The latest GST (Goods and Services Tax) amendment will significantly wipe off top-line growth for gaming companies in the pay-to-play model, according to a joint report by Ernst & Young (EY) and the US-India Strategic Partnership Forum (USISPF).
The report follows the GST Council’s decision to levy a 28% tax on the full value of bets for online gaming companies, casinos, and horse racing firms, in October 2023. However, at the upcoming GST Council meeting on Jun 22, 2024, there is scope for a review.
The report suggests an amendment in the valuation mechanism for online money games to levy GST from the current “full-face value of total deposits” to GGR (gross gaming revenue)/platform fees which is the amount retained by online gaming platforms for operating a game.
The report highlighted a ripple effect from the GST directive which has resulted in a slow funding season, lower toplines and reduced growth trajectories for the company.
Gaming companies reported a complete withdrawal of global marque investors just as the new GST regime came into effect, furthermore, no capital has been raised by gaming companies in the pay-to-play format since October 1, 2023.
According to the report, the GST cost constituted about 15.25% of revenue for these companies earlier, but with the latest amendment, GST cost now accounts for 50-100% of the revenue for nearly 33% of companies.

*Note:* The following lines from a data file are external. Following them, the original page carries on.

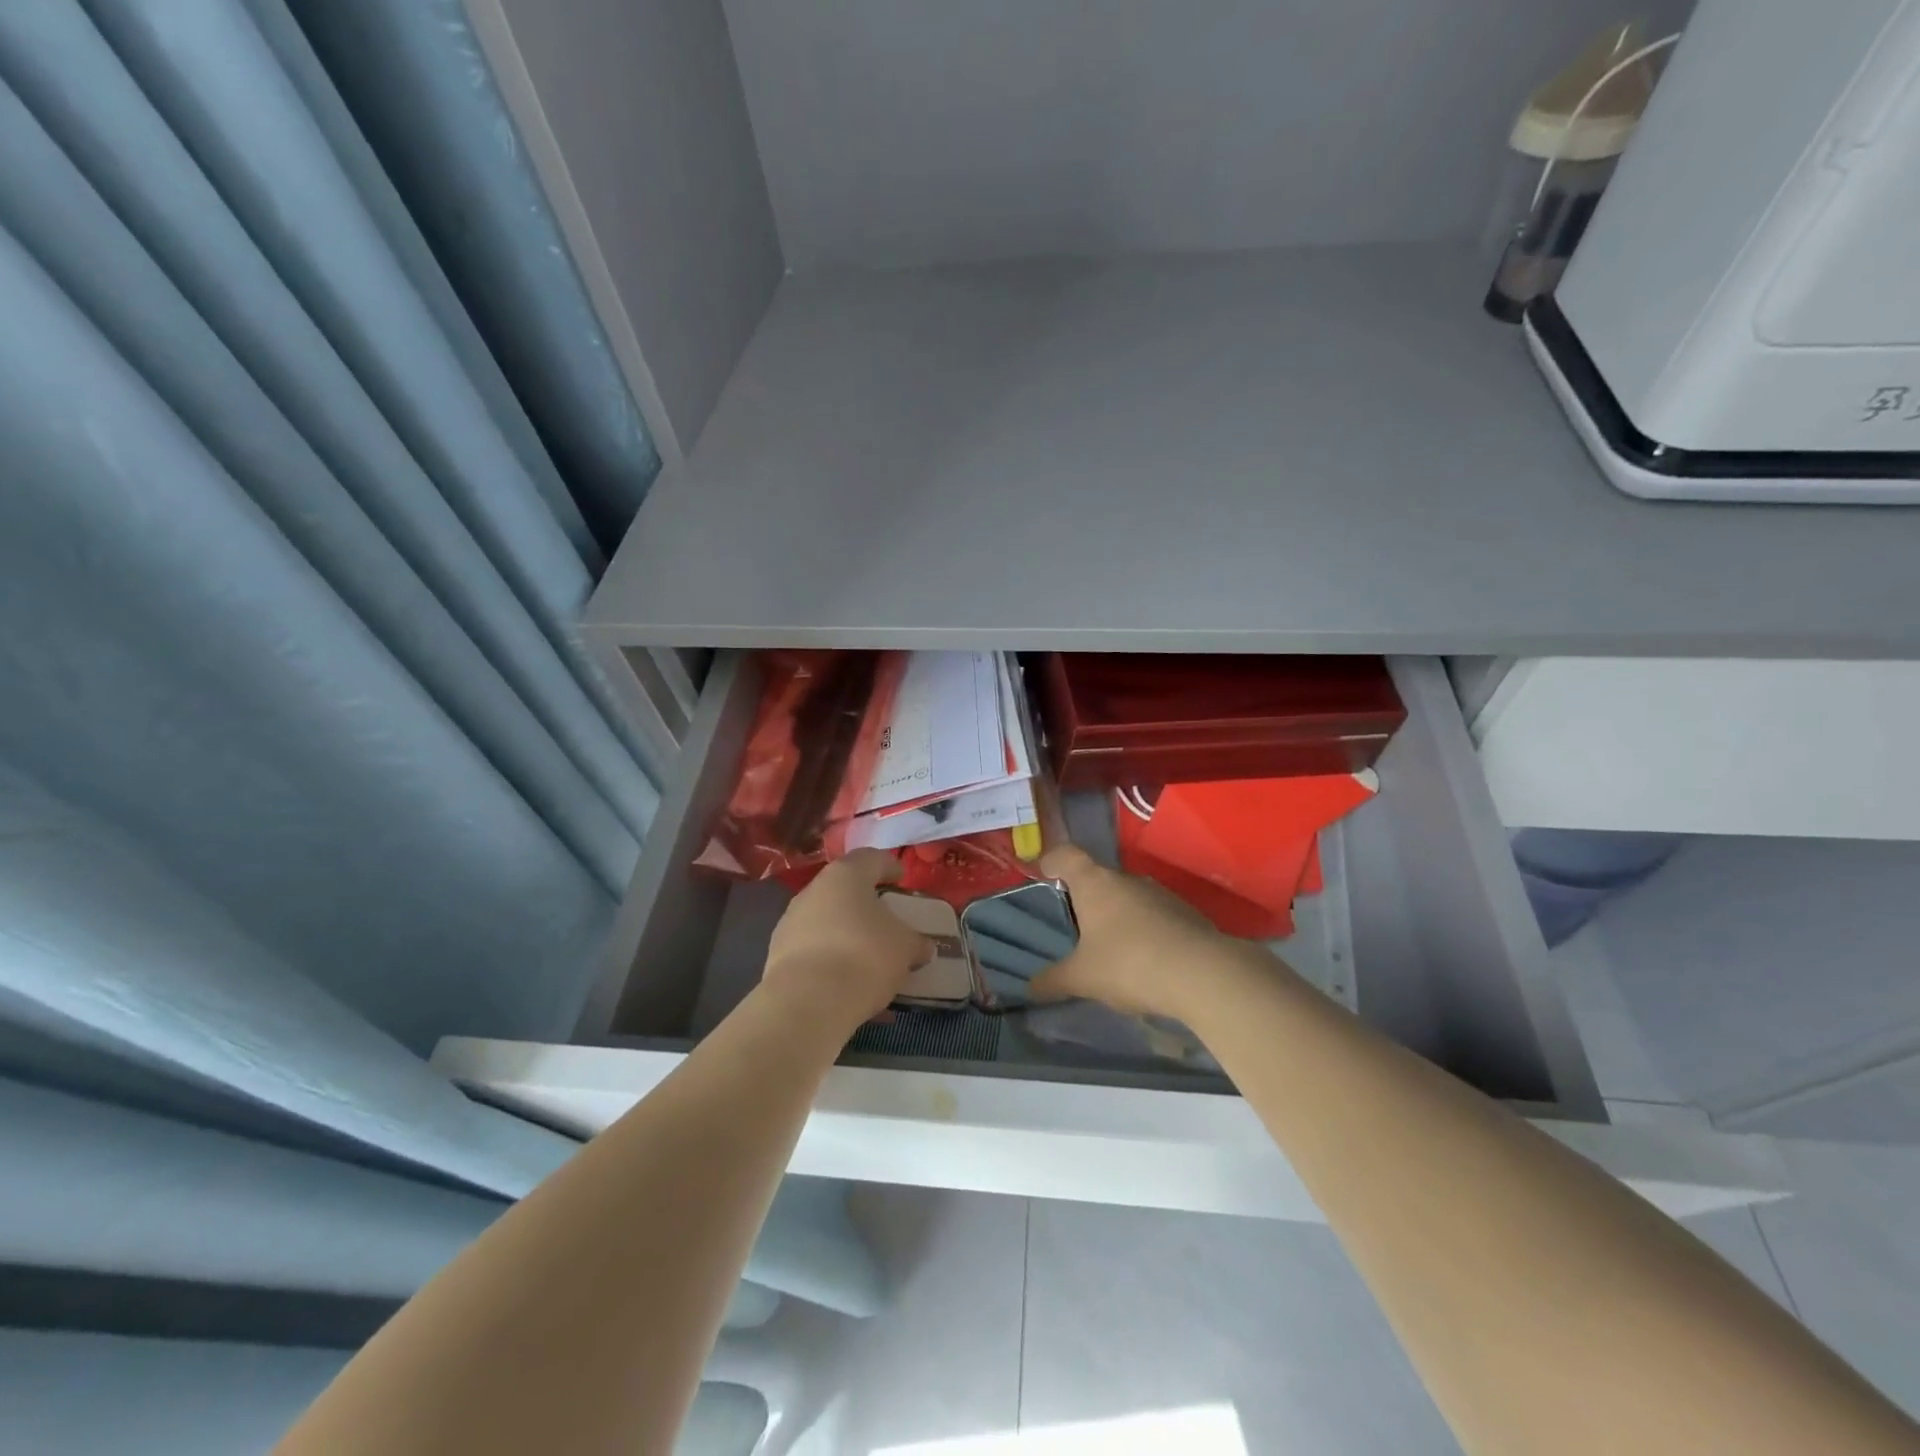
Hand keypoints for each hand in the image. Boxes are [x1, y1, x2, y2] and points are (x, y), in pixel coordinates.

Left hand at [763, 849, 932, 1028]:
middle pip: (844, 889)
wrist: (807, 1002)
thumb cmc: (864, 956)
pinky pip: (812, 949)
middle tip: (885, 919)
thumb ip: (916, 942)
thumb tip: (923, 946)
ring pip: (825, 919)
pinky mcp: (777, 954)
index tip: (901, 879)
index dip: (888, 866)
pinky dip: (829, 958)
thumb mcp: (905, 948)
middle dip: (864, 902)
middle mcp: (813, 890)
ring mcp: (790, 922)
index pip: (870, 858)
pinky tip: (846, 981)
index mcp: (846, 875)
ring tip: (866, 955)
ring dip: (844, 931)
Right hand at [1029, 845, 1278, 1019]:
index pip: (1066, 855)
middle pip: (1098, 878)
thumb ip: (1054, 980)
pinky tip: (1144, 960)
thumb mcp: (1083, 978)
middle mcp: (1127, 879)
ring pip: (1128, 898)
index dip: (1052, 860)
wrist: (1204, 975)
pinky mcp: (1186, 913)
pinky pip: (1154, 916)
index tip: (1043, 872)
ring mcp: (1160, 894)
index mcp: (1094, 883)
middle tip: (1074, 925)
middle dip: (1086, 898)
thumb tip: (1029, 986)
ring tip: (1109, 948)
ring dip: (1117, 916)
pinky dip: (1144, 931)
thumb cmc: (1129, 964)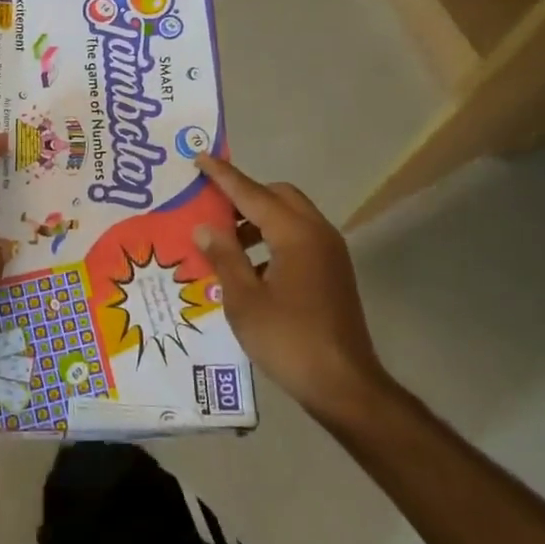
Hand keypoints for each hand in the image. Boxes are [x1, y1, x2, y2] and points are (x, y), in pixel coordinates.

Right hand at [193, 155, 393, 426]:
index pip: (252, 193)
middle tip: (212, 206)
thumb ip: (224, 257)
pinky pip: (298, 238)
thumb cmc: (288, 339)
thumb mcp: (244, 299)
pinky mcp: (332, 272)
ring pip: (290, 217)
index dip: (223, 176)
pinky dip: (273, 239)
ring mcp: (329, 253)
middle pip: (278, 196)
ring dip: (258, 220)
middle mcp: (317, 233)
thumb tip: (205, 227)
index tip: (200, 158)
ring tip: (225, 241)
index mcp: (295, 234)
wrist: (344, 385)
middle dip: (244, 195)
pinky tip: (249, 268)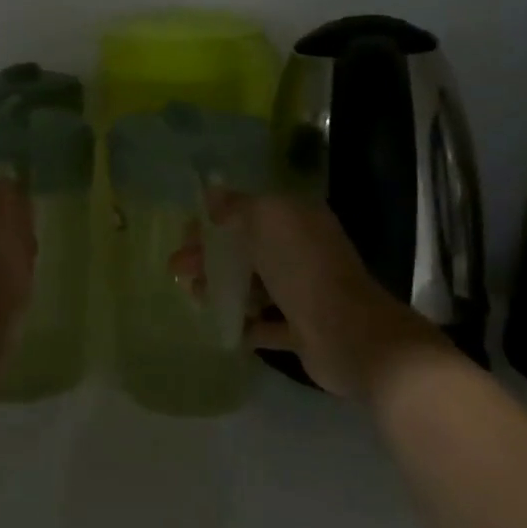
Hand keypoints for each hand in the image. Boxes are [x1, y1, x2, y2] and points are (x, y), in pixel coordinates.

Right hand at [172, 192, 449, 399]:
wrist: (348, 334)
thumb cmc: (304, 269)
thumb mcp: (267, 220)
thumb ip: (237, 206)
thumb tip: (211, 192)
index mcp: (297, 220)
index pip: (248, 213)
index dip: (214, 221)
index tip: (186, 234)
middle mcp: (301, 252)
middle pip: (246, 250)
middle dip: (210, 257)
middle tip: (178, 270)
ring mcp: (303, 292)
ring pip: (252, 286)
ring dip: (221, 289)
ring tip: (194, 298)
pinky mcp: (302, 330)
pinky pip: (265, 323)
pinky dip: (242, 323)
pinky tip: (219, 326)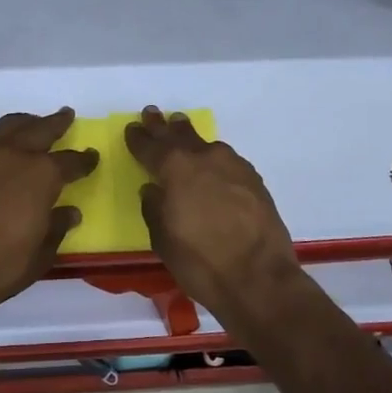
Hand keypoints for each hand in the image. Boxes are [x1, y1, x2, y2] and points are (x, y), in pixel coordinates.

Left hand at [0, 107, 98, 312]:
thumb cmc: (0, 265)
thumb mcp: (41, 253)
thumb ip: (57, 228)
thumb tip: (70, 212)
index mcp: (42, 175)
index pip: (70, 161)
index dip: (84, 160)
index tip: (92, 156)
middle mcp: (15, 158)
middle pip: (40, 129)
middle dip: (56, 122)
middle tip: (67, 115)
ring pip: (10, 128)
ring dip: (27, 123)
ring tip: (35, 124)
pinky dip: (5, 141)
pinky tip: (8, 155)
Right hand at [124, 107, 300, 321]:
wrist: (259, 278)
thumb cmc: (200, 262)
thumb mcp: (163, 239)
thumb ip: (154, 208)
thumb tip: (153, 190)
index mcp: (175, 169)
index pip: (150, 146)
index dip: (138, 137)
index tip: (132, 128)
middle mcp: (204, 158)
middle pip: (179, 135)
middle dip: (163, 126)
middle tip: (152, 113)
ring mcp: (233, 166)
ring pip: (206, 144)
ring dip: (190, 138)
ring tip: (181, 129)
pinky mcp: (254, 180)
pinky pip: (226, 161)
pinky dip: (213, 158)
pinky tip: (212, 165)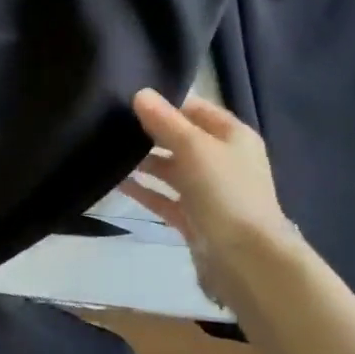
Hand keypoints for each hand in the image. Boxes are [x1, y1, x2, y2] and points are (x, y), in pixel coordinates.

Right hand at [119, 88, 296, 310]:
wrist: (246, 260)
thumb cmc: (225, 192)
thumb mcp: (194, 148)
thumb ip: (165, 121)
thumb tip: (140, 93)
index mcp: (233, 136)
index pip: (195, 109)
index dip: (166, 103)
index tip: (129, 100)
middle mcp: (222, 160)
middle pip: (182, 139)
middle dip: (150, 133)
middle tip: (111, 124)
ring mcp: (208, 192)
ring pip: (171, 170)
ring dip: (144, 162)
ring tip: (108, 151)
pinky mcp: (194, 219)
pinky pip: (164, 198)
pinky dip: (144, 191)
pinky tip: (116, 182)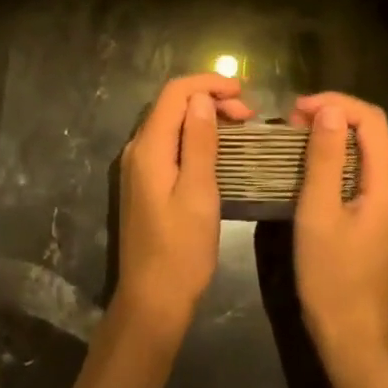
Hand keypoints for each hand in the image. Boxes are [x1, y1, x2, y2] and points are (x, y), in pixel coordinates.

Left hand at [115, 74, 253, 337]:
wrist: (151, 303)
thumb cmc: (181, 251)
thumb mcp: (199, 194)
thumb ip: (200, 143)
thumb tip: (201, 98)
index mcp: (149, 147)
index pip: (174, 93)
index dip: (207, 84)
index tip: (242, 91)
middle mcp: (138, 148)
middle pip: (172, 104)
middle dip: (209, 99)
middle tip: (248, 114)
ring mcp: (139, 166)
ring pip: (172, 123)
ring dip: (204, 117)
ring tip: (240, 126)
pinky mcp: (145, 182)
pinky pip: (170, 143)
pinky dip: (195, 136)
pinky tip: (218, 148)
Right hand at [290, 93, 387, 360]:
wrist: (353, 338)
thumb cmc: (331, 275)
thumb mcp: (319, 211)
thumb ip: (325, 157)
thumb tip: (328, 109)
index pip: (370, 118)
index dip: (335, 103)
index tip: (297, 110)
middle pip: (372, 131)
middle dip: (332, 115)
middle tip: (291, 122)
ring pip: (367, 149)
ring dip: (334, 136)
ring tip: (295, 138)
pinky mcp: (383, 217)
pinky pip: (364, 170)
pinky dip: (338, 158)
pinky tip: (312, 166)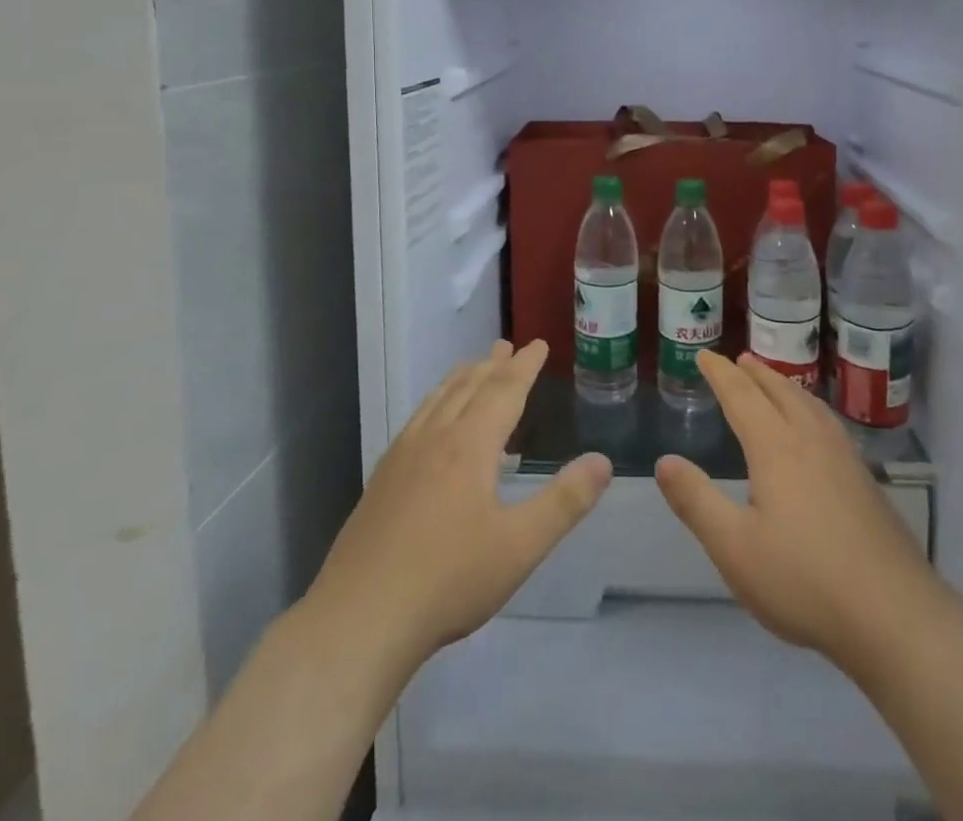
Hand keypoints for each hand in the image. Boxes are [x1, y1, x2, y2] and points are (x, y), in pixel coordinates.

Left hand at [306, 339, 611, 673]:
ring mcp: (402, 457)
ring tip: (471, 367)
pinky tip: (430, 423)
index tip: (538, 343)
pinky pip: (415, 422)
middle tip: (507, 346)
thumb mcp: (520, 547)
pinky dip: (433, 405)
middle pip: (468, 388)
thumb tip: (603, 461)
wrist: (360, 618)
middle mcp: (435, 438)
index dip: (524, 366)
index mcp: (470, 446)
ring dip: (460, 379)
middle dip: (492, 365)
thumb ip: (564, 502)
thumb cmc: (448, 580)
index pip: (504, 391)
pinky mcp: (381, 480)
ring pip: (437, 402)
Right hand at [655, 350, 938, 668]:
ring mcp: (845, 459)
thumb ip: (696, 502)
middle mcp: (811, 440)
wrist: (895, 615)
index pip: (742, 396)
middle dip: (756, 374)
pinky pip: (830, 424)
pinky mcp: (867, 482)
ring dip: (786, 387)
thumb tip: (664, 461)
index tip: (705, 356)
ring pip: (810, 405)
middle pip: (780, 392)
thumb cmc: (804, 580)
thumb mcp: (734, 548)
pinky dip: (812, 408)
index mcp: (776, 448)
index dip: (721, 374)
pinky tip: (818, 429)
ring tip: (775, 382)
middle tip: (739, 359)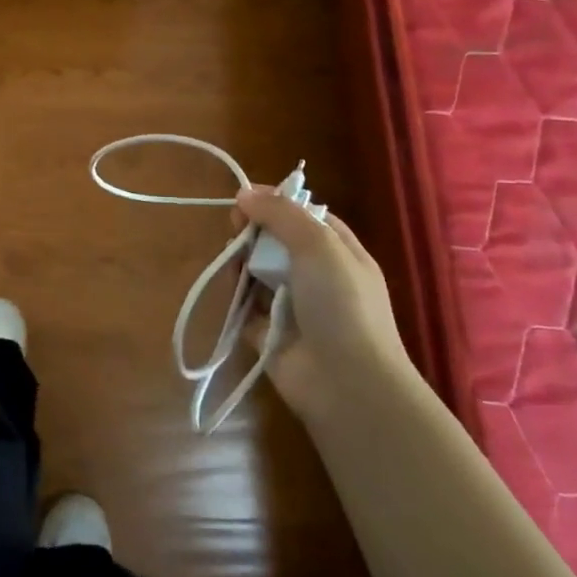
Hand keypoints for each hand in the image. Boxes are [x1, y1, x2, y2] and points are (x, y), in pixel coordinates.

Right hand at [234, 187, 409, 420]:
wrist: (346, 384)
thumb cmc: (341, 304)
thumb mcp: (318, 245)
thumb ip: (281, 214)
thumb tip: (244, 193)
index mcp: (339, 252)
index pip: (305, 215)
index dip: (276, 202)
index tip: (244, 197)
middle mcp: (317, 276)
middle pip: (276, 240)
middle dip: (254, 231)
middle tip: (235, 230)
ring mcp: (293, 305)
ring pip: (258, 270)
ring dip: (242, 261)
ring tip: (233, 261)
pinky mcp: (269, 332)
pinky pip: (245, 305)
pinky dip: (236, 295)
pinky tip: (229, 288)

The new regime is turning out to be more detrimental for casual games where the new tax format is directly threatening the business viability of the format. “Post GST amendment, most companies have either turned into loss-making entities or are bleeding capital,” stated the report.
According to the report, nearly half the companies in the sector are currently looking at stagnant revenues or shrinking topline growths, with 25% experiencing growth declines of up to 50%.
Muted funding, lower margins, and stagnant revenue growth are also curbing hiring and employee retention in the industry, with many resorting to layoffs and shuttering organisations to stay afloat.